It was right before finals, and one of the “thugs” grabbed my shirt from behind and pulled so hard that it tore right down the middle, buttons flying everywhere.  In terror, I turned and threw my books as hard as I could at his face. And then I ran for what seemed like an eternity, fearful to turn around and see if he was racing after me.  Torn shirt flying in every direction, I ran into a teacher who took me under his care and got me safely to the Principal’s office.

In short, I didn’t return to that school except to come in for a final exam here or there.  Now, obviously, my parents knew what was happening and got involved.  With the help of a caring school official who made a few accommodations (and perhaps bent a few rules) I was enrolled at Williamsville East, the new high school across town.
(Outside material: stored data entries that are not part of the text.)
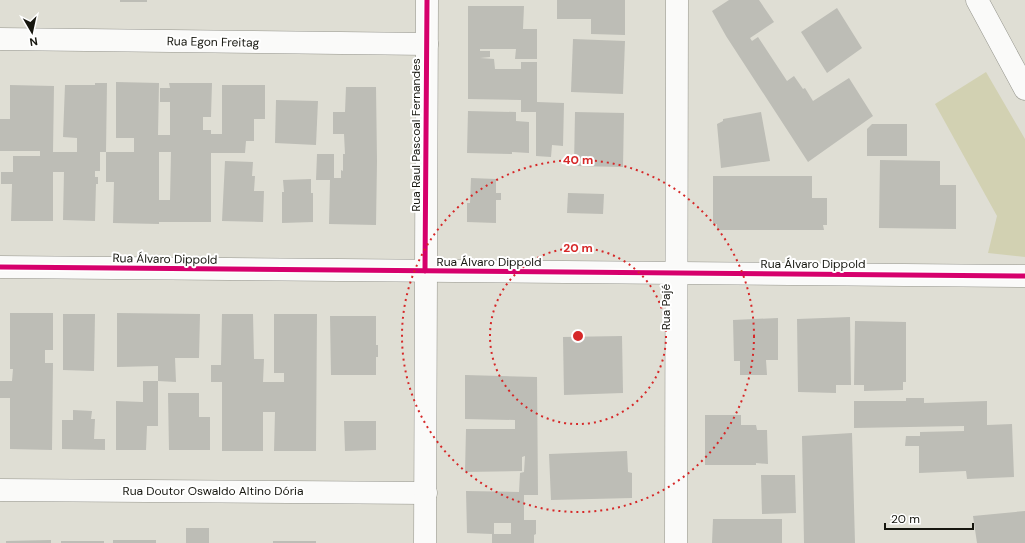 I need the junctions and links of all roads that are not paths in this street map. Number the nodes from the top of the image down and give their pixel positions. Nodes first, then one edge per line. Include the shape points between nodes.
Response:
1 (427, 0) edge
2 (677, 0) edge
3 (977, 0) edge
4 (0, 39) edge
5 (427, 44) junction
6 (1025, 89) edge
7 (0, 267) edge
8 (425, 271) junction
9 (677, 273) junction
10 (1025, 276) edge
11 (0, 490) edge
12 (426, 493) junction
13 (676, 542) dead end
14 (425, 543) edge

1 - 5 street, Rua Raul Pascoal Fernandes
2 - 9 street, Rua Pajé
3 - 6 street
4 - 5 street, Rua Egon Freitag
5 - 8 street, Rua Raul Pascoal Fernandes
7 - 8 street, Rua Álvaro Dippold
8 - 9 street, Rua Álvaro Dippold
8 - 12 street, Rua Raul Pascoal Fernandes
9 - 10 street, Rua Álvaro Dippold
9 - 13 street, Rua Pajé
11 - 12 street, Rua Doutor Oswaldo Altino Dória
12 - 14 street, Rua Raul Pascoal Fernandes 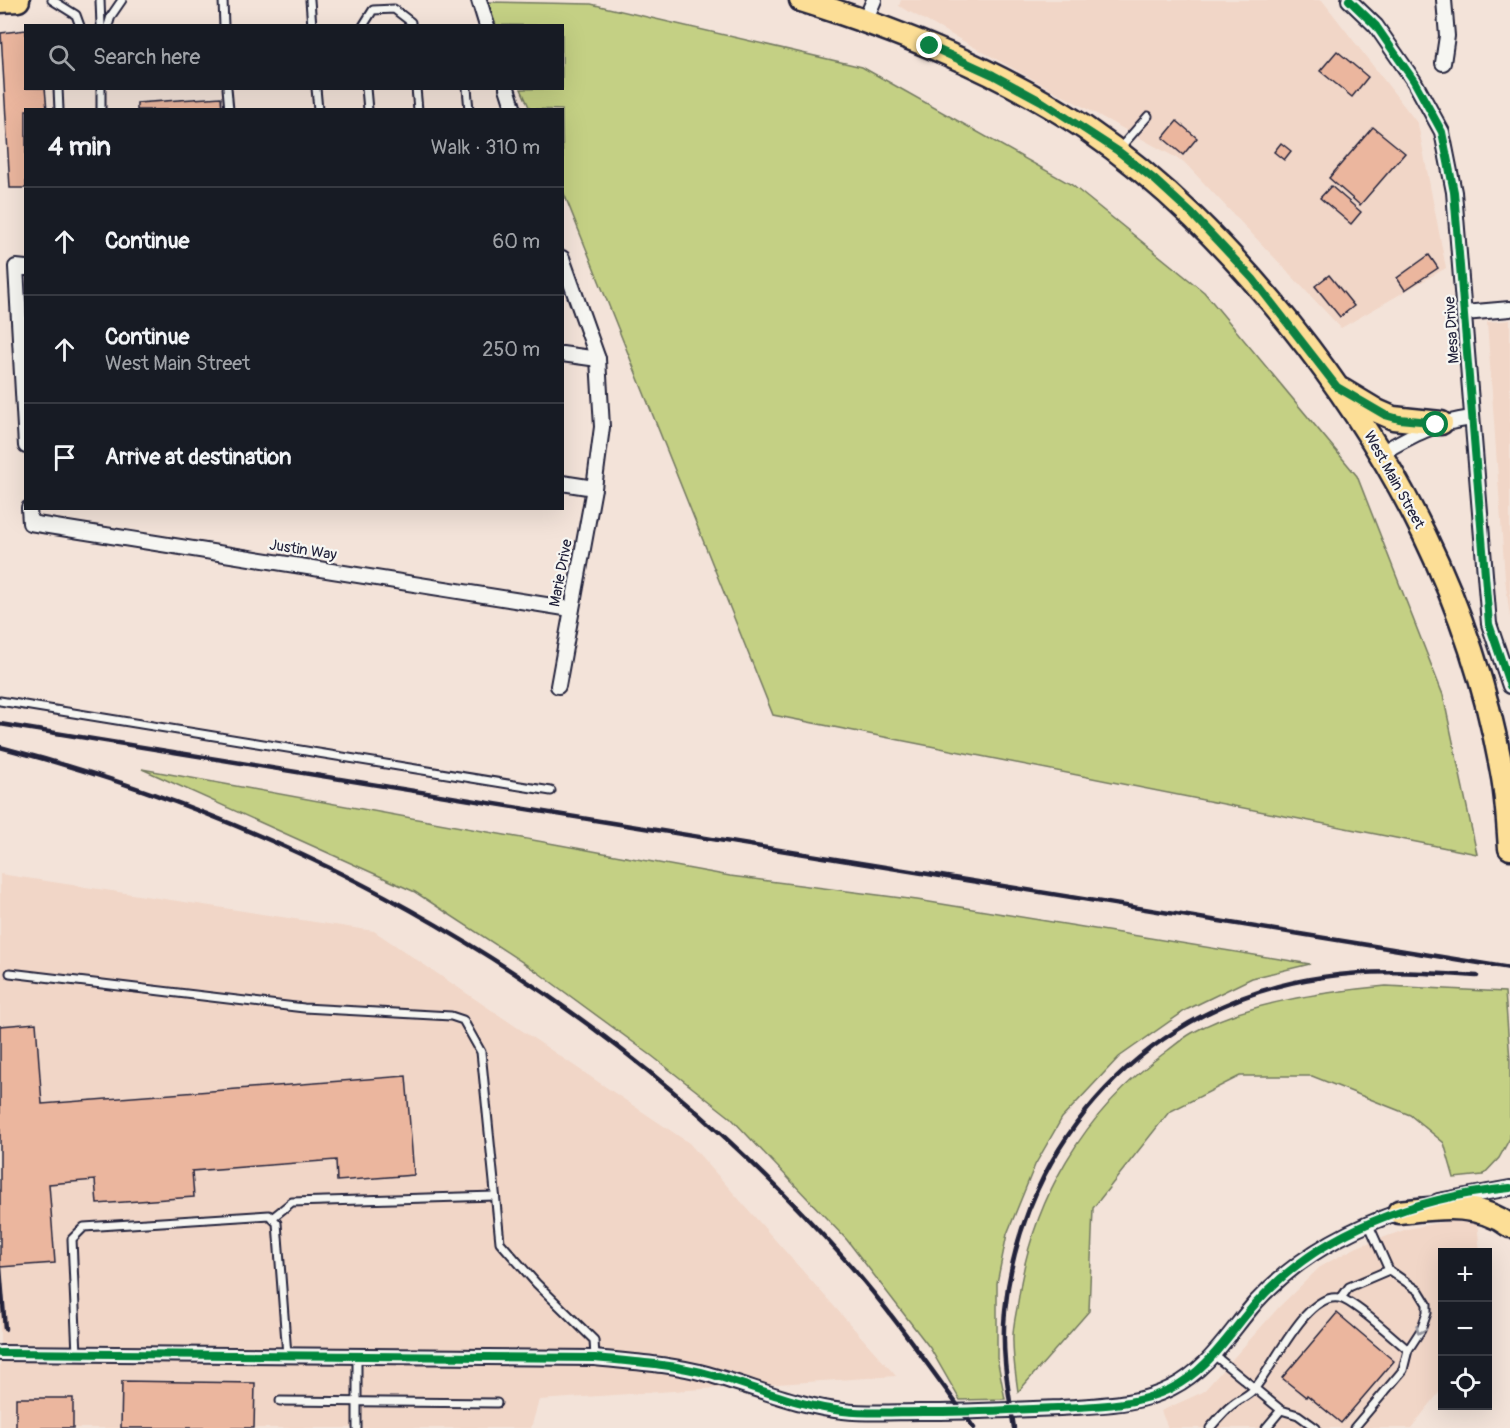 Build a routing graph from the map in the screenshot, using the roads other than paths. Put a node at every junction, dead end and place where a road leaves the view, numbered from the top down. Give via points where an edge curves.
1 (18, 0) edge
2 (52, 0) edge
3 (100, 0) edge
4 (122, 0) edge
5 (223, 0) edge
6 (310, 0) edge
7 (479, 0) edge
8 (801, 0) edge
9 (1349, 0) edge
10 (1444, 0) edge
11 (0, 1) edge
12 (869, 10) edge
13 (79, 24) edge
14 (101, 24) edge
15 (109, 24) edge
16 (224, 24) edge
17 (312, 24) edge
18 (364, 24) edge
19 (411, 24) edge
20 (486, 24) edge
21 (1443, 63) dead end
22 (58, 90) edge
23 (102, 90) edge
24 (227, 90) edge
25 (316, 90) edge
26 (366, 90) edge
27 (416, 90) edge
28 (466, 90) edge
29 (508, 90) edge
30 (59, 108) edge
31 (101, 108) edge
32 (229, 108) edge
33 (318, 108) edge
34 (368, 108) edge
35 (418, 108) edge
36 (469, 108) edge
37 (513, 108) edge
38 (1148, 116) dead end
39 (1118, 151) junction
40 (564, 264) edge
41 (21, 268) edge
42 (1510, 309) edge
43 (1464, 313) junction
44 (564, 354) edge
45 (598, 359) junction
46 (1337, 387) junction
47 (24, 396) edge
48 (1472, 418) junction
49 (1441, 423) junction
50 (1381, 453) junction
51 (564, 483) edge
52 (594, 488) junction
53 (29, 510) edge
54 (571, 609) junction
55 (558, 686) dead end
56 (1510, 686) edge
57 (0, 701) edge
58 (551, 791) dead end
59 (1510, 848) edge
60 (10, 973) dead end
61 (1510, 1188) edge
62 (495, 1196) junction
63 (1399, 1212) junction
64 (272, 1218) junction
65 (1368, 1223) junction
66 (1510, 1226) edge
67 (1389, 1270) junction
68 (1341, 1298) junction
69 (1408, 1350) junction
70 (0, 1353) edge
71 (77, 1354) junction
72 (287, 1355) junction
73 (1214, 1355) junction
74 (357, 1356) junction
75 (595, 1358) junction
76 (1256, 1388) junction
77 (280, 1401) dead end
78 (357, 1401) junction
79 (497, 1402) dead end
80 (1281, 1410) junction
81 (357, 1428) edge
82 (1210, 1428) edge
83 (1266, 1428) edge
84 (1316, 1428) edge
85 (1354, 1428) edge

1 - 11 main road
2 - 13 lane via 76,15
3 - 14 lane
4 - 15 lane
5 - 16 lane
6 - 17 lane
7 - 20 street
8 - 12 main road, West Main Street
9 - 43 street, Mesa Drive via 1376,26 1414,81 1442,132 1454,192
10 - 21 street via 1447,36
12 - 39 main road, West Main Street via 930,46 993,75
18 - 19 lane via 373,10 394,9
22 - 30 lane
23 - 31 lane
24 - 32 lane
25 - 33 lane
26 - 34 lane
27 - 35 lane
28 - 36 lane
29 - 37 street
38 - 39 lane
39 - 46 main road, West Main Street via 1221,244
40 - 45 street, Marie Drive
41 - 47 street
42 - 43 street
43 - 48 street, Mesa Drive
44 - 45 street
45 - 52 street, Marie Drive via 602,427
46 - 49 main road via 1385,415
46 - 50 main road, West Main Street
48 - 49 street
48 - 56 street, Mesa Drive via 1489,624
49 - 50 street
50 - 59 main road, West Main Street via 1449,589 1480,679 1503,776
51 - 52 street
52 - 54 street, Marie Drive
53 - 54 street, Justin Way via 30,523
54 - 55 street, Marie Drive
57 - 58 lane
60 - 62 lane via 304,1008 451,1016 463,1020 481,1052
61 - 63 street via 1456,1196
62 - 64 lane via 292,1202
62 - 75 lane via 500,1242 594,1340
63 - 65 street
63 - 66 main road via 1475,1209
64 - 71 lane via 269,1215 84,1227 72,1239
64 - 72 lane via 277,1223
65 - 67 lane
65 - 73 street via 1300,1261 1258,1300
67 - 68 lane via 1349,1287
67 -> 69 lane via 1419,1291 1427,1304 1421,1330
68 - 69 lane
68 - 76 lane via 1322,1299 1307,1313
69 - 85 lane via 1403,1370
70 - 71 street
71 - 72 street
72 - 74 street
73 - 75 street via 1184,1381 1133,1402 962,1412 843,1412 706,1374
73 - 76 lane
74 - 75 street
74 - 78 lane
76 - 80 lane
76 - 82 lane
77 - 78 lane
78 - 79 lane
78 - 81 lane
80 - 83 lane
80 - 84 lane via 1298,1414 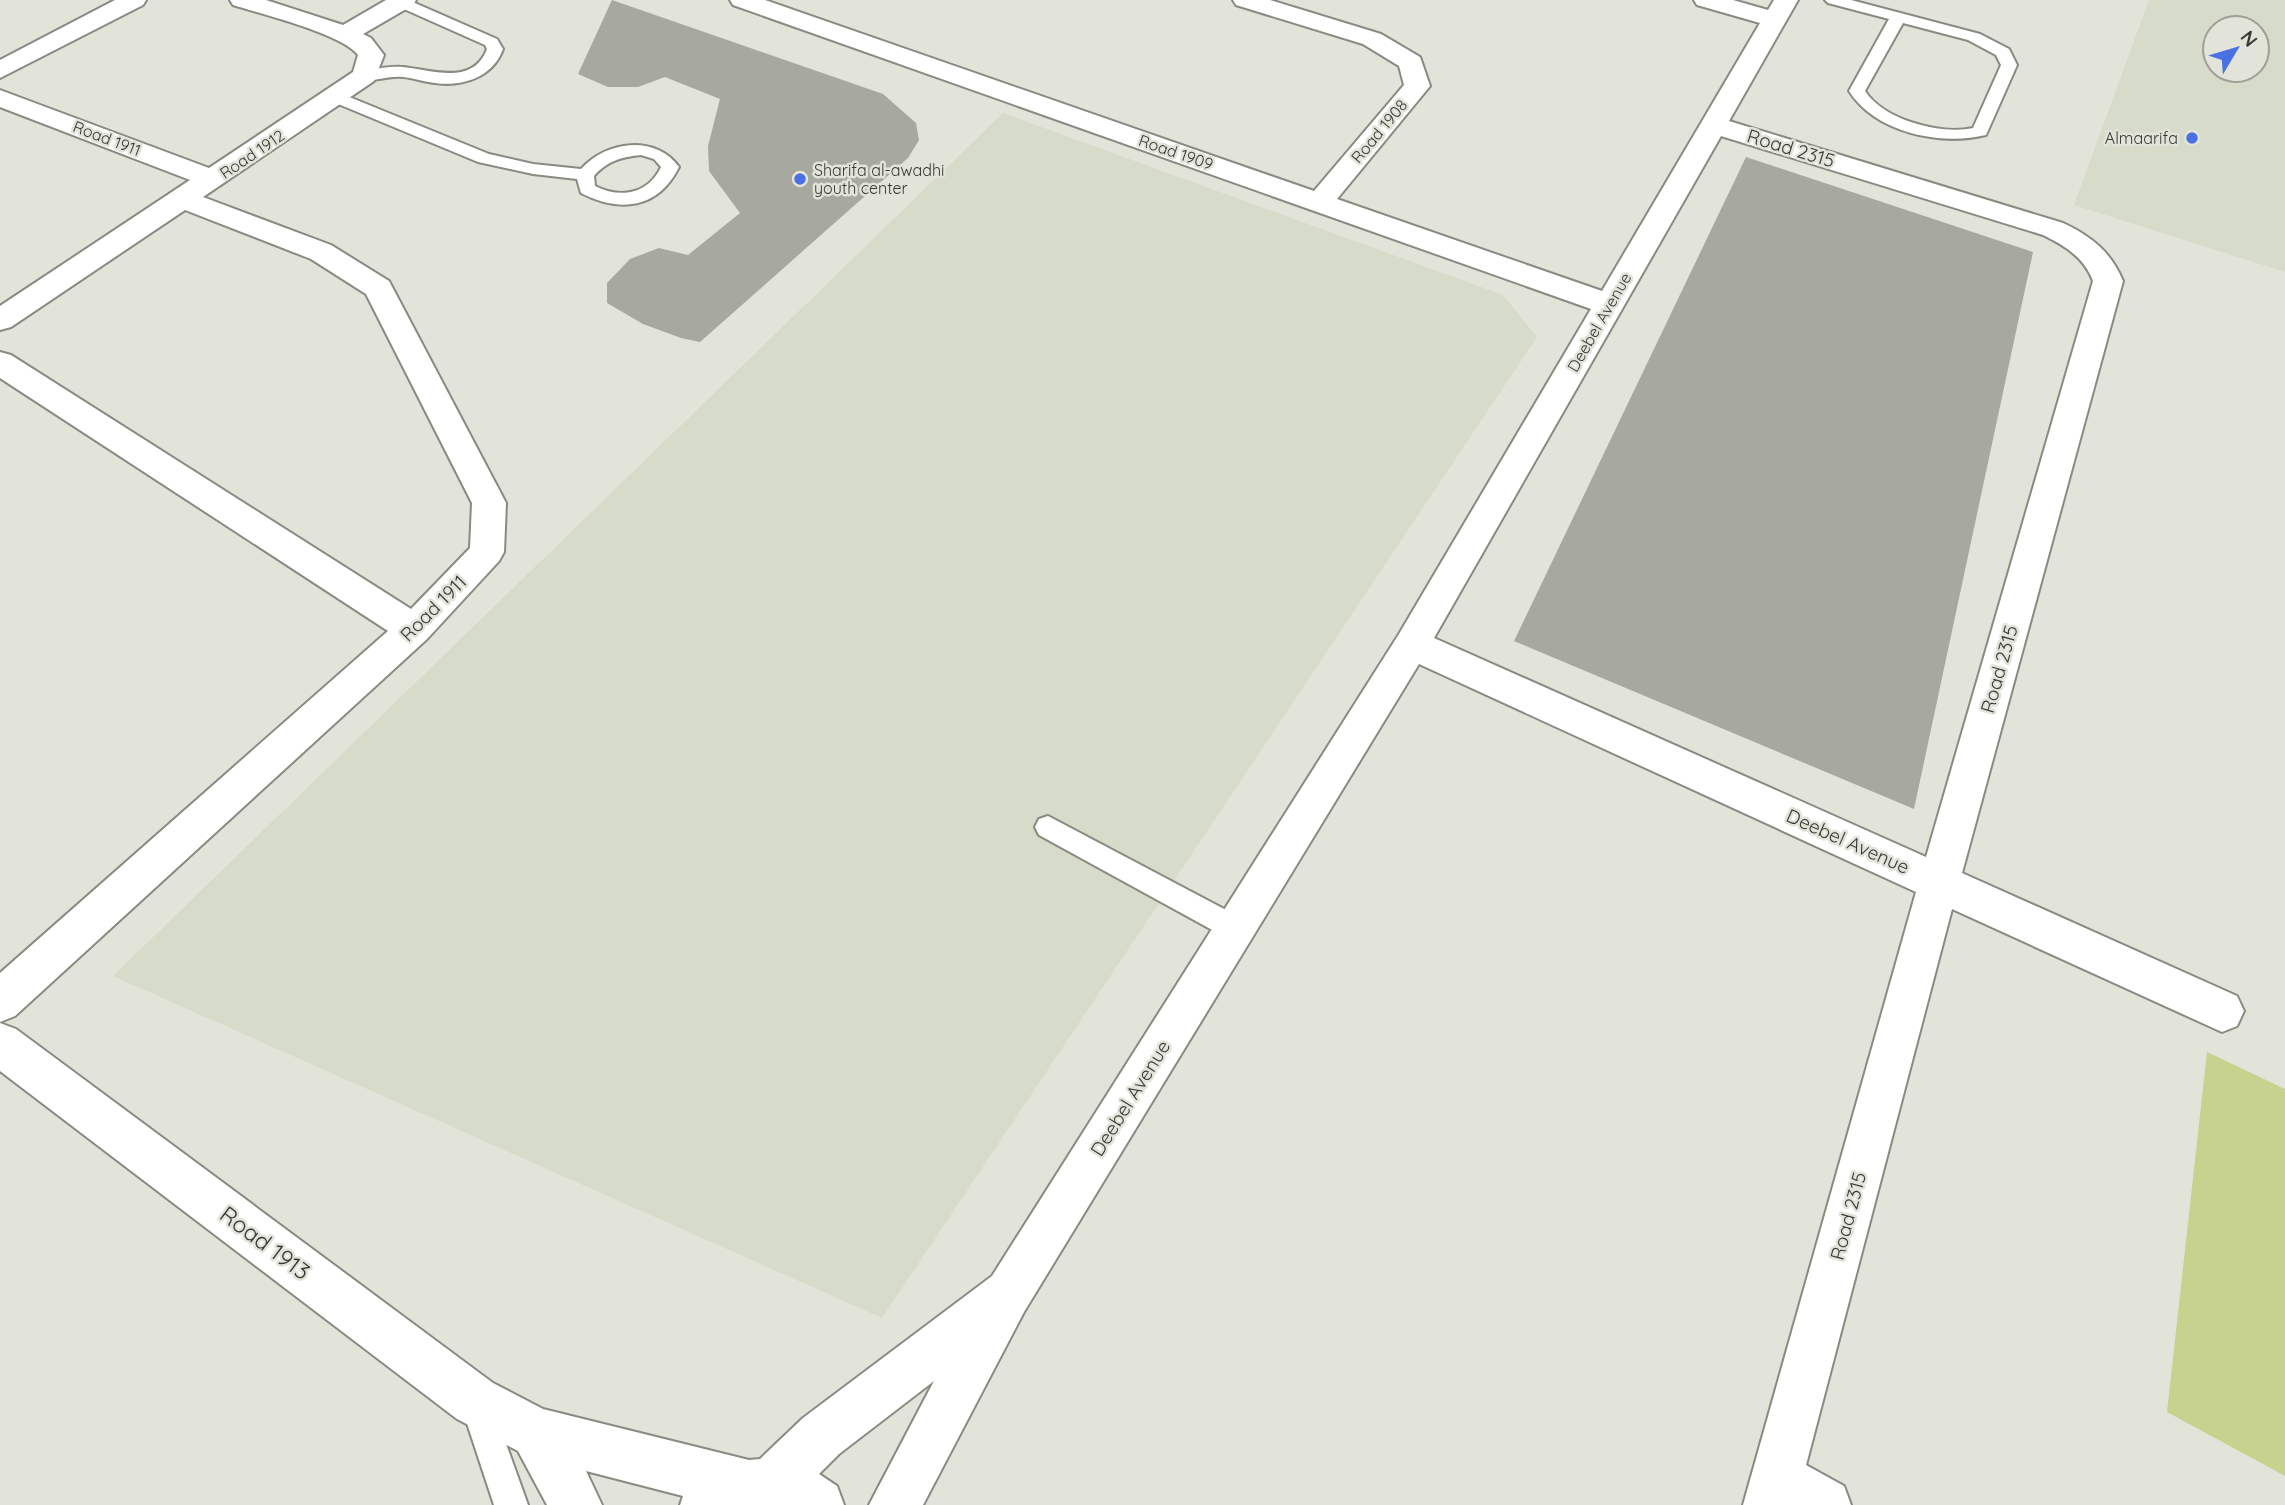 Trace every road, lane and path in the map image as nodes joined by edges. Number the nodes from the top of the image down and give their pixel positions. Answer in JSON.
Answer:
{"nodes":[{"id":1,"x":134,"y":0,"type":"edge"},
{"id":2,"x":242,"y":0,"type":"edge"},
{"id":3,"x":742,"y":0,"type":"edge"},
{"id":4,"x":1245,"y":0,"type":"edge"},
{"id":5,"x":1706,"y":0,"type":"edge"},
{"id":6,"x":1833,"y":0,"type":"edge"},
{"id":7,"x":402,"y":1,"type":"edge"},
{"id":8,"x":1781,"y":9,"type":"edge"},
{"id":9,"x":1898,"y":17,"type":"junction"},
{"id":10,"x":345,"y":34,"type":"junction"},
{"id":11,"x":0,"y":71,"type":"edge"},
{"id":12,"x":365,"y":76,"type":"junction"},
{"id":13,"x":337,"y":97,"type":"junction"},
{"id":14,"x":0,"y":98,"type":"edge"},
{"id":15,"x":1713,"y":125,"type":"junction"},
{"id":16,"x":585,"y":175,"type":"dead end"},
{"id":17,"x":213,"y":179,"type":"junction"},
{"id":18,"x":183,"y":199,"type":"junction"},
{"id":19,"x":1319,"y":202,"type":"junction"},
{"id":20,"x":1609,"y":304,"type":"junction"},
{"id":21,"x":0,"y":320,"type":"edge"},
{"id":22,"x":0,"y":363,"type":"edge"},
{"id":23,"x":414,"y":629,"type":"junction"},
{"id":24,"x":1412,"y":644,"type":"junction"},
{"id":25,"x":1048,"y":827,"type":"dead end"},
{"id":26,"x":1938,"y":882,"type":"junction"},
{"id":27,"x":1234,"y":928,"type":"junction"},
{"id":28,"x":0,"y":1001,"type":"edge"},
{"id":29,"x":2222,"y":1011,"type":"dead end"},
{"id":30,"x":0,"y":1044,"type":"edge"},
{"id":31,"x":1009,"y":1293,"type":"junction"},
{"id":32,"x":475,"y":1401,"type":"junction"},
{"id":33,"x":536,"y":1433,"type":"junction"},
{"id":34,"x":1773,"y":1491,"type":"edge"},
{"id":35,"x":742,"y":1492,"type":"edge"},
{"id":36,"x":511,"y":1505,"type":"edge"},
{"id":37,"x":576,"y":1505,"type":"edge"},
{"id":38,"x":818,"y":1505,"type":"edge"},
{"id":39,"x":895,"y":1505,"type":"edge"},
{"id":40,"x":1825,"y":1505,"type":"edge"}],
"edges":[{"from":1,"to":11,"type":"street"},
{"from":2,"to":10,"type":"street"},
{"from":3,"to":19,"type":"street","name":"Road 1909"},
{"from":4,"to":19,"type":"street","name":"Road 1908"},
{"from":5,"to":8,"type":"street"},
{"from":6,"to":9,"type":"lane"},
{"from":7,"to":10,"type":"street"},
{"from":7,"to":12,"type":"lane"},
{"from":8,"to":15,"type":"street","name":"Deebel Avenue"},
{"from":9,"to":9,"type":"lane"},
{"from":10,"to":12,"type":"street"},
{"from":12,"to":13,"type":"street","name":"Road 1912"},
{"from":13,"to":16,"type":"lane"},
{"from":13,"to":17,"type":"street","name":"Road 1912"},
{"from":14,"to":17,"type":"street","name":"Road 1911"},
{"from":15,"to":20,"type":"street","name":"Deebel Avenue"},
{"from":15,"to":26,"type":"street","name":"Road 2315"},
{"from":17,"to":18,"type":"street","name":"Road 1912"},
{"from":18,"to":21,"type":"street","name":"Road 1912"},
{"from":18,"to":23,"type":"street","name":"Road 1911"},
{"from":19,"to":20,"type":"street","name":"Road 1909"},
{"from":20,"to":24,"type":"street","name":"Deebel Avenue"},
{"from":22,"to":23,"type":"street"},
{"from":23,"to":28,"type":"street","name":"Road 1911"},
{"from":24,"to":26,"type":"street","name":"Deebel Avenue"},
{"from":24,"to":27,"type":"street","name":"Deebel Avenue"},
{"from":25,"to":27,"type":"lane"},
{"from":26,"to":29,"type":"street","name":"Deebel Avenue"},
{"from":26,"to":34,"type":"street","name":"Road 2315"},
{"from":27,"to":31,"type":"street","name":"Deebel Avenue"},
{"from":30,"to":32,"type":"street","name":"Road 1913"},
{"from":31,"to":35,"type":"street","name":"Deebel Avenue"},
{"from":31,"to":39,"type":"street"},
{"from":32,"to":33,"type":"street","name":"Road 1913"},
{"from":32,"to":36,"type":"lane"},
{"from":33,"to":35,"type":"street","name":"Road 1913"},
{"from":33,"to":37,"type":"street"},
{"from":34,"to":40,"type":"street","name":"Road 2315"},
{"from":35,"to":38,"type":"street","name":"Road 1913"}]}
The first day of 10th grade was the day I truly learned the meaning of “redemption”.  I walked into an open classroom school where being an academic achiever was respected rather than ridiculed.  From the first day, I found myself surrounded by friends and like-minded students.  It was here that I met people who dragged me into youth group and got me active in NELFTY and NFTY (the place where the seeds of my path to the rabbinate were sown.) I had a fresh start and I got it in what was for me an embracing and welcoming school community.  Even gym was a pleasure for this clutzy kid, because waiting there for me was Mr. Yerge, my favorite teacher from elementary school, who had an “everybody plays” mentality long before it was popular and a strict “no dodgeball” attitude (unusual for a former football player).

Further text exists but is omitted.